▶ **WHAT YOU SHOULD DO**:
Searching the material below, find each line that includes the word "paths", and copy it.
*** ENTRIES SHOWN ***
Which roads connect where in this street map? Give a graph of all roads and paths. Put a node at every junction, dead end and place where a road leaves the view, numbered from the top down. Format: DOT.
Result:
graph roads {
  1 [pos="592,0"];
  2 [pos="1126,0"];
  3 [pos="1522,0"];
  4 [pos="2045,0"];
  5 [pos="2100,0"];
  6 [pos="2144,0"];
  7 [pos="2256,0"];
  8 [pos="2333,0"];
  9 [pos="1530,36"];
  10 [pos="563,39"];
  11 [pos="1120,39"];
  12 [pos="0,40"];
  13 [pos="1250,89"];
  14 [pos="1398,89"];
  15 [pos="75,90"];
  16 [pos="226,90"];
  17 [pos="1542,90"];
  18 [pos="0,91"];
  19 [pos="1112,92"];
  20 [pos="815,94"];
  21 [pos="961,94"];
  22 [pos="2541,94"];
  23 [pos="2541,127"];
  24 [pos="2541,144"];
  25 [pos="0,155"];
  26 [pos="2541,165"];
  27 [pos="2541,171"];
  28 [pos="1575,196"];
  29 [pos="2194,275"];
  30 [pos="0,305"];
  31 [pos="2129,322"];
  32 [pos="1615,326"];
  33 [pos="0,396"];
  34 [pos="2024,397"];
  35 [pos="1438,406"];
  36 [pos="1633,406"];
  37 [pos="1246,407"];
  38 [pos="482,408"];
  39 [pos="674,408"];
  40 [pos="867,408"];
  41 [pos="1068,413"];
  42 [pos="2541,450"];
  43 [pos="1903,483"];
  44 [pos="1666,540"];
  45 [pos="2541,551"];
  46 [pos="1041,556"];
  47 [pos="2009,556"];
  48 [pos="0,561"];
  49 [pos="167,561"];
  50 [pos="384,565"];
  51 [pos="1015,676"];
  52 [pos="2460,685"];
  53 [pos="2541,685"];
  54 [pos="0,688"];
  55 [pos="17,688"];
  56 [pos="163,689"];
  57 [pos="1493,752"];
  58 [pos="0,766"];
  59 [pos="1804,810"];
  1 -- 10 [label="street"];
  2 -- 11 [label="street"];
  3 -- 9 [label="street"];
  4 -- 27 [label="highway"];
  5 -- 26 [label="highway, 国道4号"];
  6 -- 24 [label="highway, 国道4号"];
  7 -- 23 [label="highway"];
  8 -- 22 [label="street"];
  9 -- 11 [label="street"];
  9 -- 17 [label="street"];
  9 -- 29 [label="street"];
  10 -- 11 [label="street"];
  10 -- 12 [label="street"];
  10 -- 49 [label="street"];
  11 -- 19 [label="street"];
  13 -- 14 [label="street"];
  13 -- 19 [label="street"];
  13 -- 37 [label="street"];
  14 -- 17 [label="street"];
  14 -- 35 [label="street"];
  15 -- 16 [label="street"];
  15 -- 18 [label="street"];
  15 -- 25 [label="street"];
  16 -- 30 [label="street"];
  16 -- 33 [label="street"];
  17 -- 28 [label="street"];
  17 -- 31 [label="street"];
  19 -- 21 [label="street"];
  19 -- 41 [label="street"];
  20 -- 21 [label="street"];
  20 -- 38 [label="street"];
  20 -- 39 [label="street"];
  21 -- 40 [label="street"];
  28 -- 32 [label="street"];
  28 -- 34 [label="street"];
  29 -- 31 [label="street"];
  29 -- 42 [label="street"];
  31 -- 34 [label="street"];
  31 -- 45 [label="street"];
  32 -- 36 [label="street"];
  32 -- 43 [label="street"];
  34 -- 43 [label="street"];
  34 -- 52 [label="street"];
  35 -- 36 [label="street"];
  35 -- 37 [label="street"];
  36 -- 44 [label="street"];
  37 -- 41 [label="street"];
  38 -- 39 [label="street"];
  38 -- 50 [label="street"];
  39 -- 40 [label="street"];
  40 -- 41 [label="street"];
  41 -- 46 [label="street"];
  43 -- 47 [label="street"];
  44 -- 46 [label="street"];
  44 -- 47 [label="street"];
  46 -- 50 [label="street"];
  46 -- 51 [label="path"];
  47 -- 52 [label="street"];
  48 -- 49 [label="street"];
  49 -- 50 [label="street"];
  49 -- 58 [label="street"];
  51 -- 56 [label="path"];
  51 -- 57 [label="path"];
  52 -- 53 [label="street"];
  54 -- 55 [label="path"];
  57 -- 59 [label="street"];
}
*** End of ENTRIES SHOWN ***
*** ENTRIES SHOWN ***
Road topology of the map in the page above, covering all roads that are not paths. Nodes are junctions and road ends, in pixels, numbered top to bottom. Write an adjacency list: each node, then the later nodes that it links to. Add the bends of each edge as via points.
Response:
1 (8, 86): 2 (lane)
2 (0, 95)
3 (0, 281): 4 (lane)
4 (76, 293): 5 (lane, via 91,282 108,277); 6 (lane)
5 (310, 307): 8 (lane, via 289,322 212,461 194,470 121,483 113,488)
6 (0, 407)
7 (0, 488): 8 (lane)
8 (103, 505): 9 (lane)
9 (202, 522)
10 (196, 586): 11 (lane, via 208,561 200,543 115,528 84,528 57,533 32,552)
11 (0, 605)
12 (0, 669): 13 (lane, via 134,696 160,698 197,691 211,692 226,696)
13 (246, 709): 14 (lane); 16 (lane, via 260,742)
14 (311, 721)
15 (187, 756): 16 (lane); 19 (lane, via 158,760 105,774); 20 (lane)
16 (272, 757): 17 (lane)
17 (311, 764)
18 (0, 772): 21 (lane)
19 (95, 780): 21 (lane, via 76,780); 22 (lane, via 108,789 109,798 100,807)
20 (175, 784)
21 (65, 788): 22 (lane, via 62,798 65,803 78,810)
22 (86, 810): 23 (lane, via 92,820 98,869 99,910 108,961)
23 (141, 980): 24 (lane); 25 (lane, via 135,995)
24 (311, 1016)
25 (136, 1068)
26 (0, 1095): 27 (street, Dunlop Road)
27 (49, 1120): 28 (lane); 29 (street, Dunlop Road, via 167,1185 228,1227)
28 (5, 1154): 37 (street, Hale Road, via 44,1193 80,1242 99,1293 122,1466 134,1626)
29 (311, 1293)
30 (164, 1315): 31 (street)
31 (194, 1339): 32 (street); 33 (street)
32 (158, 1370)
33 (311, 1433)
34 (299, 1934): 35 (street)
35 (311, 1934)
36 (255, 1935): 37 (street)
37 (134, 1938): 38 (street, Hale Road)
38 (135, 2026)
*** End of ENTRIES SHOWN ***
▶ **YOUR RESPONSE**:
Which roads connect where in this street map? Give a graph of all roads and paths. Put a node at every junction, dead end and place where a road leaves the view, numbered from the top down. Format: DOT.
Road topology of the map in the page above, covering all roads that are not paths. Nodes are junctions and road ends, in pixels, numbered top to bottom. Write an adjacency list: each node, then the later nodes that it links to. Add the bends of each edge as via points.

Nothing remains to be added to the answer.